The substrate base plate 10 includes a substrate and a thin film transistor array layer disposed on the substrate. The substrate can be a glass substrate or a polyimide substrate, a plurality of thin film transistors, capacitors and a plurality of signal wires are arranged in the thin film transistor array layer, and the thin film transistors, the capacitors and the signal wires form a pixel driving circuit for driving the display device to emit light.

The display function layer 20 includes a plurality of light emitting devices, which may be organic light emitting diodes. Specifically, the display function layer includes a flat layer 21 provided on the substrate 10, a light emitting layer 22, and a cathode layer 23 covering the flat layer 21 and the light emitting layer 22.

In the embodiment of the present application, the protection layer 30 is encapsulation glass. In practical applications, the protective layer 30 may also be made of other transparent hard materials.

The display panel 100 further includes an encapsulation layer 40, and the encapsulation layer 40 covers the display function layer 20 and the substrate. The encapsulation layer 40 is disposed in the display area AA and the non-display area NA located at the outer periphery of the display area AA to prevent external moisture and oxygen from invading the display function layer 20 to damage the light emitting device.

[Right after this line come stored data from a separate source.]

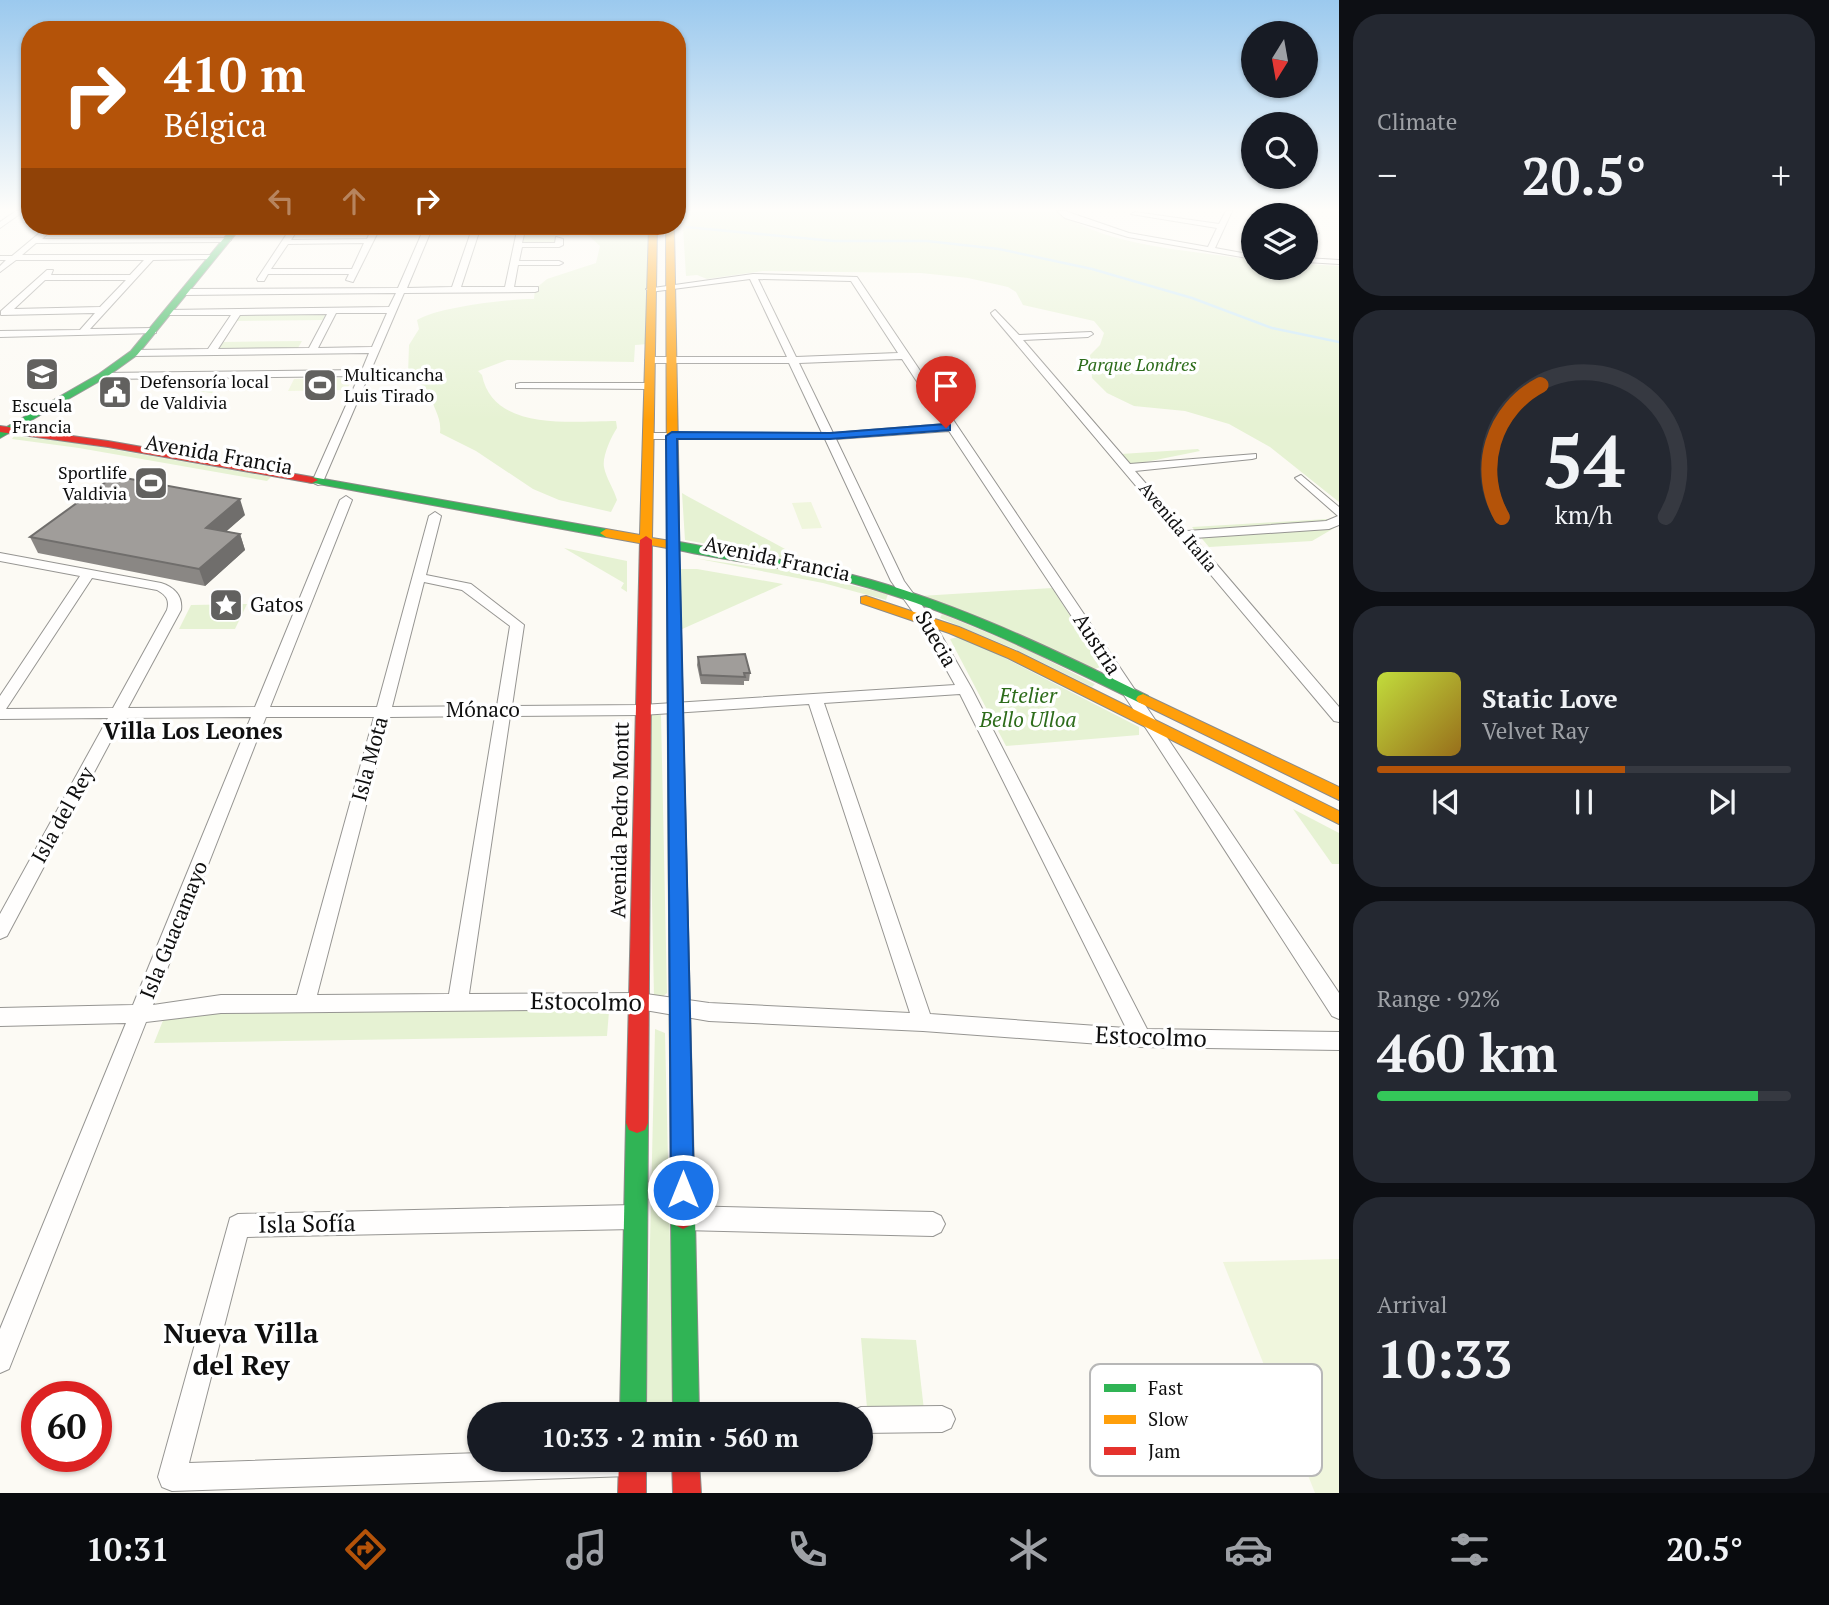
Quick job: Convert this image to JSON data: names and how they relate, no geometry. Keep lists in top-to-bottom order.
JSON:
{
  "streets": {
    "main road": ["Avenida Francia", "Avenida Pedro Montt"],
    "street": [
      "Avenida Italia",
      "Suecia",
      "Austria",
      "Mónaco",
      "Isla Mota",
      "Isla del Rey",
      "Isla Guacamayo",
      "Estocolmo",
      "Isla Sofía"
    ]
  },
  "crossings": [
    ["Avenida Francia", "Suecia"],
    ["Avenida Francia", "Austria"],
    ["Avenida Francia", "Isla Mota"],
    ["Avenida Francia", "Avenida Pedro Montt"],
    ["Avenida Francia", "Isla Guacamayo"],
    ["Suecia", "Mónaco"],
    ["Suecia", "Estocolmo"],
    ["Mónaco", "Isla Mota"],
    ["Mónaco", "Isla del Rey"],
    ["Mónaco", "Avenida Pedro Montt"],
    ["Mónaco", "Isla Guacamayo"],
    ["Isla Mota", "Estocolmo"],
    ["Avenida Pedro Montt", "Estocolmo"],
    ["Avenida Pedro Montt", "Isla Sofía"],
    ["Isla Guacamayo", "Estocolmo"]
  ],
  "districts": ["Villa Los Leones", "Nueva Villa del Rey"],
  "parks": ["Parque Londres", "Etelier Bello Ulloa"],
  "places": {
    "school or university": ["Escuela Francia"],
    "sports": ["Multicancha Luis Tirado", "Sportlife Valdivia"],
    "public building": ["Defensoría local de Valdivia"],
    "place": ["Gatos"]
  },
  "legend": ["Fast", "Slow", "Jam"],
  "north": "bottom",
  "page": {
    "tile": [
      "Climate",
      ["Range · 92%", "460 km"],
      ["Arrival", "10:33"]
    ],
    "turn": ["410 m", "Bélgica"],
    "heat": ["−", "20.5°", "+"],
    "song": ["Static Love", "Velvet Ray"],
    "limit": "60",
    "trip": "10:33 · 2 min · 560 m",
    "tabs": ["10:31", "20.5°"],
    "gauge": ["54", "km/h"]
  }
}
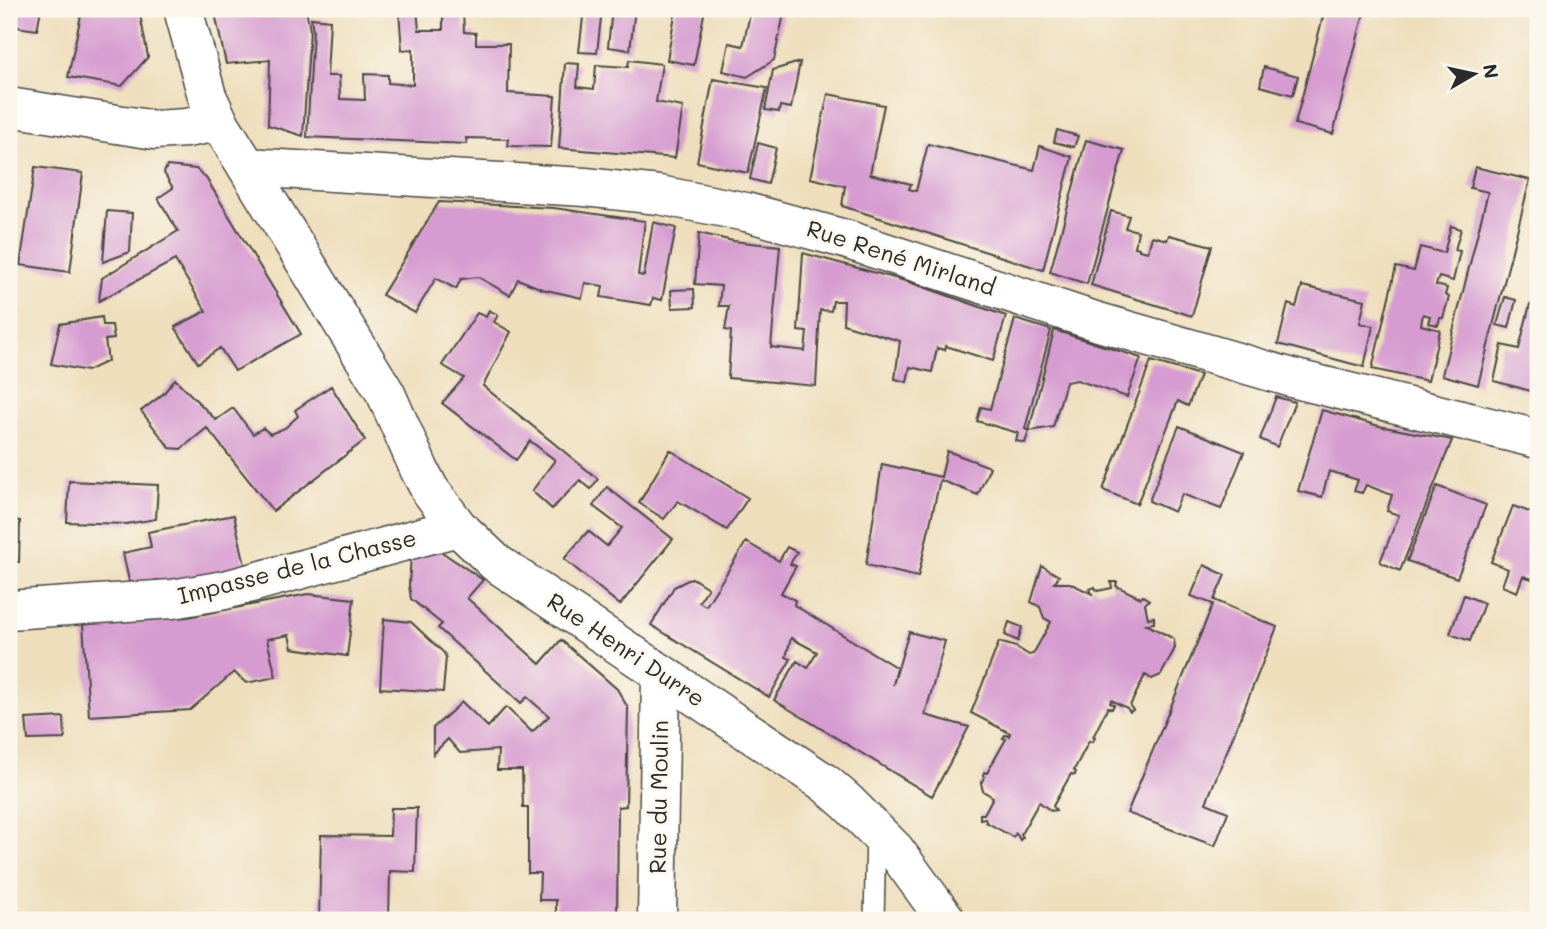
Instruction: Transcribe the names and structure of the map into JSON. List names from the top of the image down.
{
  "streets": {
    "street": [
      "Rue René Mirland",
      "Impasse de la Chasse",
      "Rue Henri Durre",
      "Rue du Moulin"
    ]
  },
  "crossings": [
    ["Rue René Mirland", "Rue Henri Durre"],
    ["Impasse de la Chasse", "Rue Henri Durre"],
    ["Rue Henri Durre", "Rue du Moulin"]
  ],
  "north": "right"
}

In the embodiment of the present application, the display panel 100 is a top-emission rigid OLED display panel, and the encapsulation layer 40 may be an inorganic encapsulation layer formed by an inorganic material through a Plasma Enhanced Chemical Vapor Deposition (PECVD) process. The inorganic material may be any one of silicon nitride, silicon oxide, or silicon oxynitride.

In practical applications, the structure of the encapsulation layer is not limited to one inorganic encapsulation layer in the above embodiments, but may be a stacked structure formed by multiple inorganic encapsulation layers or a stacked structure formed by stacking an inorganic encapsulation layer and an organic encapsulation layer.

The display panel 100 further includes a filling layer 50, wherein the filling layer 50 is disposed between the encapsulation layer 40 and the protection layer 30, and covers the encapsulation layer 40 to fill a gap between the protection layer 30 and the encapsulation layer 40 and support the protection layer 30. The filling layer 50 may be a transparent resin adhesive.

The display panel 100 further includes a sealing layer 60, wherein the sealing layer 60 is disposed at the periphery of the display function layer 20, the encapsulation layer 40 and the filling layer 50, and surrounds the display function layer 20, the encapsulation layer 40 and the filling layer 50. The sealing layer 60 is disposed between the substrate 10 and the protection layer 30, and opposite ends of the sealing layer 60 are respectively connected to the substrate 10 and the protection layer 30, so as to form a closed space enclosing the display functional layer 20, the encapsulation layer 40, and the filling layer 50 with the substrate 10 and the protection layer 30, and prevent water vapor and oxygen in the external environment from entering the display functional layer 20.

Further, the sealing layer 60 includes a first portion 61 and a second portion 62 bonded to each other, the first portion 61 having a greater water and oxygen barrier capacity than the second portion 62, and the first portion 61 having a lower viscosity than the second portion 62.

It should be noted that, in the embodiment of the present application, the first portion 61 of the sealing layer 60 is made of a material with a large water sample blocking capability, the first portion 61 is mainly used to prevent water vapor and oxygen in the external environment from entering the display panel 100, the second portion 62 is made of a material with a large viscosity, the second portion 62 is mainly used to bond the substrate 10 and the protective layer 30, so as to prevent the substrate 10, the first portion 61, and the protective layer 30 from being peeled off and generating gaps, and at the same time, the sealing layer can also have a function of blocking water vapor and oxygen in the external environment from entering the display panel 100.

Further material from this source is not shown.